Michael Rushton on pricing the arts

What should we teach future arts administrators and where should we teach it?

November 25, 2025 by Michael Rushton Leave a Comment

(Indiana University Bloomington, Kelley School of Business (left) and O’Neill School of Public and Environmental Affairs (right)).

At her blog Arts Analytics, Joanna Woronkowicz has written a post – reposted to a wide audience at artsjournal.com – trying to answer the two questions in the title of this post, with the heading (which I don’t fully understand) “Stop teaching arts administrators to run organizations.”

Some background: in the United States, Arts Administration is often taught at the Masters degree level, with many of the students coming from an undergraduate degree in some genre of the arts. These are students who would like to keep working in the art world but who don’t see themselves making a career out of being an artist. These are wonderful students, and I always welcome an invitation to visit a class.

The degrees are quick and practical – the basics of financial management, relevant aspects of the law, organizational behaviour and the ABC’s of good management, fund raising, and marketing and audience development, all with applications to the arts, but drawing upon other relevant sectors as well. It is not a route to a doctoral degree.

Joanna’s post is about what she sees as related questions: the inside-baseball question of where in a university such a Masters program ought to be housed, and the bigger and more general question of how it should be taught, with a specific focus on the patron-facing subjects of fund raising, marketing, and audience development.

I disagree with her take on this, but I will give the reader fair notice: before I retired, Joanna was a colleague, even a singing partner, of mine, and so this should be read as a disagreement between friends.


In the US, graduate programs in Arts Admin are located in different parts of different universities, typically on the basis of the home of the individual faculty member who in days of yore thought it would be a nice idea to create such a program. And so they are in schools of public affairs (Carnegie-Mellon), business (Wisconsin), education (Columbia), music (Florida State), media arts and design (Drexel), and so on. The program Joanna and I taught in, at Indiana University, began in the business school, then moved to the music school, then moved to the school of public and environmental affairs, according to who was willing to take it on.

I don’t think it makes much difference to the nature of the program. Graduate degrees in Arts Admin are very similar across schools, for all the usual institutional isomorphism reasons – faculty are similar in interests and outlook, serve as external reviewers over each other’s programs and, when there is an application for a promotion, individual faculty. Employers have certain expectations of a job applicant who says they have an MA in Arts Admin, regardless of where it is from. To try to discern differences based on college home is to engage in the narcissism of very small differences.

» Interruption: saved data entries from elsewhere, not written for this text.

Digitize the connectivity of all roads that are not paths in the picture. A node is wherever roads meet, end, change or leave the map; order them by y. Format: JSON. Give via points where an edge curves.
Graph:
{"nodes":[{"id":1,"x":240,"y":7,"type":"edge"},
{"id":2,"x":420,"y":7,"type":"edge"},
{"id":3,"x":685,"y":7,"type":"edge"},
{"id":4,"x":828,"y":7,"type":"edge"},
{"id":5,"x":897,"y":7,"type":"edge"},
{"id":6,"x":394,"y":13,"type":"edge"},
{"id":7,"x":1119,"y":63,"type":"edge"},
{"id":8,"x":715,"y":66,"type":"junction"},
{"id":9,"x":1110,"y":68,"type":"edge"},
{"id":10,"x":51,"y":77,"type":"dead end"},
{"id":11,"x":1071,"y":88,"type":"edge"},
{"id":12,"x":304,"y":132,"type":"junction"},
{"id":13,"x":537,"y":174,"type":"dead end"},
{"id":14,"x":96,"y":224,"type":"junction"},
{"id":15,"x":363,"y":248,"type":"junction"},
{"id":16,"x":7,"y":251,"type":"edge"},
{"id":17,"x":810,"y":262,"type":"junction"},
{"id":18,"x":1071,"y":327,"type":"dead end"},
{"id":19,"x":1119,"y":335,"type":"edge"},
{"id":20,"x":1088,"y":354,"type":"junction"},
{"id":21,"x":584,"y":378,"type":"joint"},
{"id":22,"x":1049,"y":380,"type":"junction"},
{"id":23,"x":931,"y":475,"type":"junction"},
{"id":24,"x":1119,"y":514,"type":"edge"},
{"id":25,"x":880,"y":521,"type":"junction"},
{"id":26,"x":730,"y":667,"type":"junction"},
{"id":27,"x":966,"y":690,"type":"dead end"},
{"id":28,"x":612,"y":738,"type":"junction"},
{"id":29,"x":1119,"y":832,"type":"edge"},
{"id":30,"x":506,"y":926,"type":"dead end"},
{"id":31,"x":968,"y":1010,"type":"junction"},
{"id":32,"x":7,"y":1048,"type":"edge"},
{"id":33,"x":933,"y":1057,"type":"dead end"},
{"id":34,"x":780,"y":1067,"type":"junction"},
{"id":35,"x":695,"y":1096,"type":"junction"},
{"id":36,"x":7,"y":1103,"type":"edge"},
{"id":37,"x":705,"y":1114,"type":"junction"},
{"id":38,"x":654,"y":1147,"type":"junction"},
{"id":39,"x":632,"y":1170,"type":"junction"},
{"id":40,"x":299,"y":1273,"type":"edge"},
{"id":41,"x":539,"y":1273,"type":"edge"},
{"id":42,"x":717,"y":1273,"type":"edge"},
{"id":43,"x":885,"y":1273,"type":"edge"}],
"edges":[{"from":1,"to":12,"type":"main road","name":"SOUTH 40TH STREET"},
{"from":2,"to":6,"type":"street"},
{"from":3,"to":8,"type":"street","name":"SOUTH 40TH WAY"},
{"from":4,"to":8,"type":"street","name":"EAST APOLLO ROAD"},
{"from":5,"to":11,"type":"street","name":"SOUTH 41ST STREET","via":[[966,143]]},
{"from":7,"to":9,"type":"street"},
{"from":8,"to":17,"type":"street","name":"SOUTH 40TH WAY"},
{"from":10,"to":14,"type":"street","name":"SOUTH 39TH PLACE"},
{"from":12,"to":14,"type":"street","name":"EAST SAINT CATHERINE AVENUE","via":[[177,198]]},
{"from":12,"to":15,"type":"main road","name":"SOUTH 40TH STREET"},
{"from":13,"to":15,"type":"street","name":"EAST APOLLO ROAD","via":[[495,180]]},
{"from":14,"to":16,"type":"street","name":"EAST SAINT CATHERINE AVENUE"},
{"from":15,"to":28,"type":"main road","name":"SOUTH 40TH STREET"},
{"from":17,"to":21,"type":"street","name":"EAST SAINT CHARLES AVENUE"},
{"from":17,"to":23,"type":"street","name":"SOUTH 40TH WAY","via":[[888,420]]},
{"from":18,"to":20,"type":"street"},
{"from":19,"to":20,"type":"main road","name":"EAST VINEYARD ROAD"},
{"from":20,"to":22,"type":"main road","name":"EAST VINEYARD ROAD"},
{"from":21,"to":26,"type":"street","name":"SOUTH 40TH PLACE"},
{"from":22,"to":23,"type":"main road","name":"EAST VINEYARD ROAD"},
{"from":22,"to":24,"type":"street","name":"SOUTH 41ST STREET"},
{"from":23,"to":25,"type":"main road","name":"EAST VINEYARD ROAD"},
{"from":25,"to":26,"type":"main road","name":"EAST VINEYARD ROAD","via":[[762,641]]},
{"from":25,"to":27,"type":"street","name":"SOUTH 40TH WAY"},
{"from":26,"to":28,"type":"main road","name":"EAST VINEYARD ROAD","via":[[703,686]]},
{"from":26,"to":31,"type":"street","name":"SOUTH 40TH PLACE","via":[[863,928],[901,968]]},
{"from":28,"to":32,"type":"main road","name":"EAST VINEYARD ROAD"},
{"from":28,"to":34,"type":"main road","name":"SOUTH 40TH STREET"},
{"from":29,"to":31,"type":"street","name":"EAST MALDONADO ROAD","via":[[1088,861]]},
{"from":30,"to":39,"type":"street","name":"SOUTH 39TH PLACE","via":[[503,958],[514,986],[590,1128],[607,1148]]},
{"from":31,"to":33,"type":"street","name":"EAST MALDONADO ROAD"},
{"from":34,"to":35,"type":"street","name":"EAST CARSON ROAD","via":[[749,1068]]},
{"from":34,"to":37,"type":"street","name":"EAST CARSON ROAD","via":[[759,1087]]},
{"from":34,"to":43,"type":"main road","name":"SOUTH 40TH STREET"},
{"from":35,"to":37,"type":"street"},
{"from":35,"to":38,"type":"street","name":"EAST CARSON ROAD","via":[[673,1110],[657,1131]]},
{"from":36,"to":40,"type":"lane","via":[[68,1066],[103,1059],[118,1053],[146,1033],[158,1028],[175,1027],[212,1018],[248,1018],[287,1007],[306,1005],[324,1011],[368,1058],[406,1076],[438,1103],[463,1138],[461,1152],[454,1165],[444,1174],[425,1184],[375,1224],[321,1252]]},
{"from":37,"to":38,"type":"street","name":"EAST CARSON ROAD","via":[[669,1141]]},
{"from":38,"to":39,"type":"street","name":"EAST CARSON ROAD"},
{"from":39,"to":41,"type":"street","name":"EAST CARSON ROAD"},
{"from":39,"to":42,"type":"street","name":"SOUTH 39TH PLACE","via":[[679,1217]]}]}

But Joanna, who is currently visiting a business school, thinks otherwise:

I’ve been thinking a lot lately about how we train arts administrators, and being around a business school this year has pushed that thinking in directions I didn’t expect. It’s made me realize that many of the problems we face in the arts aren’t really about funding structures or demographics or leadership pipelines, but about something much more foundational: the perspective we start from. So much of the sector’s instability stems from approaching our work from the standpoint of supply—assuming the art, the institution, the season, the budget, the mission are all inherently meaningful—and then teaching people how to operate that system. We pass along the belief that the organization is the anchor and that the public’s role is to be convinced, educated, persuaded, marketed to.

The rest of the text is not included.